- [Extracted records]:
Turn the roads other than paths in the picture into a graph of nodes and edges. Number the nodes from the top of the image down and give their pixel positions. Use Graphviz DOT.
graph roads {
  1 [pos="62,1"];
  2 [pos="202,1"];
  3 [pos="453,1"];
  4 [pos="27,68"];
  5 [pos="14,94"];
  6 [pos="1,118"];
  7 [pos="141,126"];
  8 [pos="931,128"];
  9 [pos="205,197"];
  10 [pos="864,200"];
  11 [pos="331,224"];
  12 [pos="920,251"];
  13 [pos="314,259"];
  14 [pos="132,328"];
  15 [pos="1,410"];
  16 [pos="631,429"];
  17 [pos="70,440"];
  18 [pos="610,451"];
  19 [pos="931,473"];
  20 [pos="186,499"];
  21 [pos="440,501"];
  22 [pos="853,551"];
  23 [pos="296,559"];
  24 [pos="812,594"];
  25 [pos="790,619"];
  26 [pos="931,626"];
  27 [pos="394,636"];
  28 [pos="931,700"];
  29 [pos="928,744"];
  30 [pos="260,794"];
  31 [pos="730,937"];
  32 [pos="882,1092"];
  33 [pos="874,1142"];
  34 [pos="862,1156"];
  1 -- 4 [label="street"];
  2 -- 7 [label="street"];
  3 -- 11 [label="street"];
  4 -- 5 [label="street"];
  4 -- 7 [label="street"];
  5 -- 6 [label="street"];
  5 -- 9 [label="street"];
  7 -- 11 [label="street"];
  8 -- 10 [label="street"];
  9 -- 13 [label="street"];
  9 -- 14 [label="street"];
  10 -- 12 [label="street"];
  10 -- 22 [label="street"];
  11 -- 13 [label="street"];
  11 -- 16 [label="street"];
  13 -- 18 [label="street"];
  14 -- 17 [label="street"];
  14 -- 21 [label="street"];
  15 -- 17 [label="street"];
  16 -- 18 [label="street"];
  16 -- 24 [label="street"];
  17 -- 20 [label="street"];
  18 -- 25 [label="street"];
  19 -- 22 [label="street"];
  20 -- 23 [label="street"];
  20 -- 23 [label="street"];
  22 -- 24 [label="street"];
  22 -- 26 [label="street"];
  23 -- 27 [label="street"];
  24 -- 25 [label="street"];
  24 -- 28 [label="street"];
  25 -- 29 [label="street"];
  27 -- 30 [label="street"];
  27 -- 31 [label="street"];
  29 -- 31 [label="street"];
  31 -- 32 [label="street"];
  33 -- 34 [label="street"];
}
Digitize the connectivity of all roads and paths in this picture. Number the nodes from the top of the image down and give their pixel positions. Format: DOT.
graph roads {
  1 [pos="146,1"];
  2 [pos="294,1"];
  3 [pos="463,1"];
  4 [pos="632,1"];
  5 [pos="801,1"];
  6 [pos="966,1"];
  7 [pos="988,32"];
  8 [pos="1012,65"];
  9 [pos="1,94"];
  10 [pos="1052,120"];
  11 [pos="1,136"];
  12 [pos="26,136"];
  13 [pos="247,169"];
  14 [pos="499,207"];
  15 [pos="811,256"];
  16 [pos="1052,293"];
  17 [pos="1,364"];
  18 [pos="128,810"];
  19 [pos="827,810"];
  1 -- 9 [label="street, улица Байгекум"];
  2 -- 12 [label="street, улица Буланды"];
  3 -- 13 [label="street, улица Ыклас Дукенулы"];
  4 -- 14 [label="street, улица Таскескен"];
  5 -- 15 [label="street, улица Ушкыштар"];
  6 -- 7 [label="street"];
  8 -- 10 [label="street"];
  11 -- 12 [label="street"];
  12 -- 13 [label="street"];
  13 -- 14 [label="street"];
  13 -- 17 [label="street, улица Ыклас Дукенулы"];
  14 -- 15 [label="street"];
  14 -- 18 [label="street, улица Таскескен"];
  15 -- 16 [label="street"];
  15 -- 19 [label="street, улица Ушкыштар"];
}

- [Exercise directions]: Reproduce all the entries verbatim, leaving nothing out.

- [Answer to this exercise]:
Turn the roads other than paths in the picture into a graph of nodes and edges. Number the nodes from the top of the image down and give their pixel positions. Use Graphviz DOT.
graph roads {
  1 [pos="62,1"];
  2 [pos="202,1"];
  3 [pos="453,1"];
  4 [pos="27,68"];
  5 [pos="14,94"];
  6 [pos="1,118"];
  7 [pos="141,126"];
  8 [pos="931,128"];
  9 [pos="205,197"];
  10 [pos="864,200"];
  11 [pos="331,224"];
  12 [pos="920,251"];
  13 [pos="314,259"];
  14 [pos="132,328"];
  15 [pos="1,410"];
  16 [pos="631,429"];
  17 [pos="70,440"];
  18 [pos="610,451"];
  19 [pos="931,473"];
  20 [pos="186,499"];
  21 [pos="440,501"];
  22 [pos="853,551"];
  23 [pos="296,559"];
  24 [pos="812,594"];
  25 [pos="790,619"];
  26 [pos="931,626"];
  27 [pos="394,636"];
  28 [pos="931,700"];
  29 [pos="928,744"];
  30 [pos="260,794"];
  31 [pos="730,937"];
  32 [pos="882,1092"];
  33 [pos="874,1142"];
  34 [pos="862,1156"];
  1 -- 4 [label="street"];
  2 -- 7 [label="street"];
  3 -- 11 [label="street"];
  4 -- 5 [label="street"];
  4 -- 7 [label="street"];
  5 -- 6 [label="street"];
  5 -- 9 [label="street"];
  7 -- 11 [label="street"];
  8 -- 10 [label="street"];
  9 -- 13 [label="street"];
  9 -- 14 [label="street"];
  10 -- 12 [label="street"];
  10 -- 22 [label="street"];
  11 -- 13 [label="street"];
  11 -- 16 [label="street"];
  13 -- 18 [label="street"];
  14 -- 17 [label="street"];
  14 -- 21 [label="street"];
  15 -- 17 [label="street"];
  16 -- 18 [label="street"];
  16 -- 24 [label="street"];
  17 -- 20 [label="street"];
  18 -- 25 [label="street"];
  19 -- 22 [label="street"];
  20 -- 23 [label="street"];
  20 -- 23 [label="street"];
  22 -- 24 [label="street"];
  22 -- 26 [label="street"];
  23 -- 27 [label="street"];
  24 -- 25 [label="street"];
  24 -- 28 [label="street"];
  25 -- 29 [label="street"];
  27 -- 30 [label="street"];
  27 -- 31 [label="street"];
  29 -- 31 [label="street"];
  31 -- 32 [label="street"];
  33 -- 34 [label="street"];
}
Digitize the connectivity of all roads and paths in this picture. Number the nodes from the top of the image down and give their pixel positions. Format: DOT.
graph roads {
  1 [pos="146,1"];
  2 [pos="294,1"];
  3 [pos="463,1"];
  4 [pos="632,1"];
  5 [pos="801,1"];
  6 [pos="966,1"];
  7 [pos="988,32"];
  8 [pos="1012,65"];
  9 [pos="1,94"];
  10 [pos="1052,120"];
  11 [pos="1,136"];
  12 [pos="26,136"];
  13 [pos="247,169"];
  14 [pos="499,207"];
  15 [pos="811,256"];
  16 [pos="1052,293"];
  17 [pos="1,364"];
  18 [pos="128,810"];
  19 [pos="827,810"];
  1 -- 9 [label="street, улица Байгекум"];
  2 -- 12 [label="street, улица Буланды"];
  3 -- 13 [label="street, улица Ыклас Дукенулы"];
  4 -- 14 [label="street, улица Таскескен"];
  5 -- 15 [label="street, улица Ушкыштар"];
  6 -- 7 [label="street"];
  8 -- 10 [label="street"];
  11 -- 12 [label="street"];
  12 -- 13 [label="street"];
  13 -- 14 [label="street"];
  13 -- 17 [label="street, улица Ыклас Дукенулы"];
  14 -- 15 [label="street"];
  14 -- 18 [label="street, улица Таскескен"];
  15 -- 16 [label="street"];
  15 -- 19 [label="street, улица Ушкыштар"];
}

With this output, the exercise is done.